Is there a single surge mechanism? Contrasts in dynamics between glacier surges in Svalbard and other regions
American Geophysical Union
During the 1990s, Monacobreen, a 40-km-long tidewater glacier in Svalbard, underwent a major surge. We mapped the surge dynamics using ERS synthetic aperture radar images, differential dual-azimuth interferometry and intensity correlation tracking. A series of 11 three-dimensional (3-D) velocity maps covering the period 1991–1997 show a months-long initiation and years-long termination to the surge, with no indication of a surge front travelling downglacier.
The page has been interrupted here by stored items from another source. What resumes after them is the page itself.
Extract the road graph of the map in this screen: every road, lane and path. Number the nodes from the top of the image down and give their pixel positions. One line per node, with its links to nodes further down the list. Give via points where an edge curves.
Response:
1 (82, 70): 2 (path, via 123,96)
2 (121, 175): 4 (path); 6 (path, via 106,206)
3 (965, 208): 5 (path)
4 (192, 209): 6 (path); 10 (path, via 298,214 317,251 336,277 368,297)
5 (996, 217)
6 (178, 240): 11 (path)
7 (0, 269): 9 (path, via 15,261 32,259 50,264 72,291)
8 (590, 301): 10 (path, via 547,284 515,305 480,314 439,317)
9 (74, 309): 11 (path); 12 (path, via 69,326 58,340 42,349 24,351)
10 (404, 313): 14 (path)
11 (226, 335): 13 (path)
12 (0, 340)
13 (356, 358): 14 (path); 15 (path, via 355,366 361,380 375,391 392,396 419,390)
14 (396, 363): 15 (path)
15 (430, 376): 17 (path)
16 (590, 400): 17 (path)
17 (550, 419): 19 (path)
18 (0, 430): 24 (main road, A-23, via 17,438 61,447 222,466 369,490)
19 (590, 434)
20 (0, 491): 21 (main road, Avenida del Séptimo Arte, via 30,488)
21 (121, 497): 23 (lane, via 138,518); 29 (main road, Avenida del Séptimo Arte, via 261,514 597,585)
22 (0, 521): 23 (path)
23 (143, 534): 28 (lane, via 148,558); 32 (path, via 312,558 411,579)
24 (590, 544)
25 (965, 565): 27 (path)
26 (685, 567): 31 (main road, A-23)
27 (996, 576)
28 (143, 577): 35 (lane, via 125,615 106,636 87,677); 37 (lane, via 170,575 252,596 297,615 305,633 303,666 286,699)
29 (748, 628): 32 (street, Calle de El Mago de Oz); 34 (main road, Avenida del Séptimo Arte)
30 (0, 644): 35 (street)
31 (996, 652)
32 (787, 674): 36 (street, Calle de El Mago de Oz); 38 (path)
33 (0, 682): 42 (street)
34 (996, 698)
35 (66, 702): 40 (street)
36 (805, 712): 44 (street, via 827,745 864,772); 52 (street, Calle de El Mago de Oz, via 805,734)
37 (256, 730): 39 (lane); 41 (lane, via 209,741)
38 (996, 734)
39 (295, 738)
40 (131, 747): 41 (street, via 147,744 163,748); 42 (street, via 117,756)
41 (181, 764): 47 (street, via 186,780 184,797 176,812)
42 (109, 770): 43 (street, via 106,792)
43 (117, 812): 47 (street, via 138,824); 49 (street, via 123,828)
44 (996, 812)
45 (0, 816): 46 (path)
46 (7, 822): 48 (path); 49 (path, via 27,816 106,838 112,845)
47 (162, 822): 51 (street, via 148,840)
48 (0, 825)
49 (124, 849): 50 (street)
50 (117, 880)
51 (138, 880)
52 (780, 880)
During the surge, the front of the glacier advanced 2 km, the velocity and derived strain rate increased by more than an order of magnitude, and maximum ice flow rates measured during 1994 were 5md 1. The spatial pattern of both velocity and strain rate was remarkably consistent and must therefore be controlled by spatially fixed processes operating at the glacier bed. We combine these results with those published in the literature to construct a typical Svalbard glacier surge cycle and compare this to surge dynamics of glaciers from other cluster regions, especially those of Variegated Glacier in Alaska. The strong contrast in dynamics suggests that there exist at least two distinct surge mechanisms.
Sherpa Romeo green journal. Permission to archive final published version.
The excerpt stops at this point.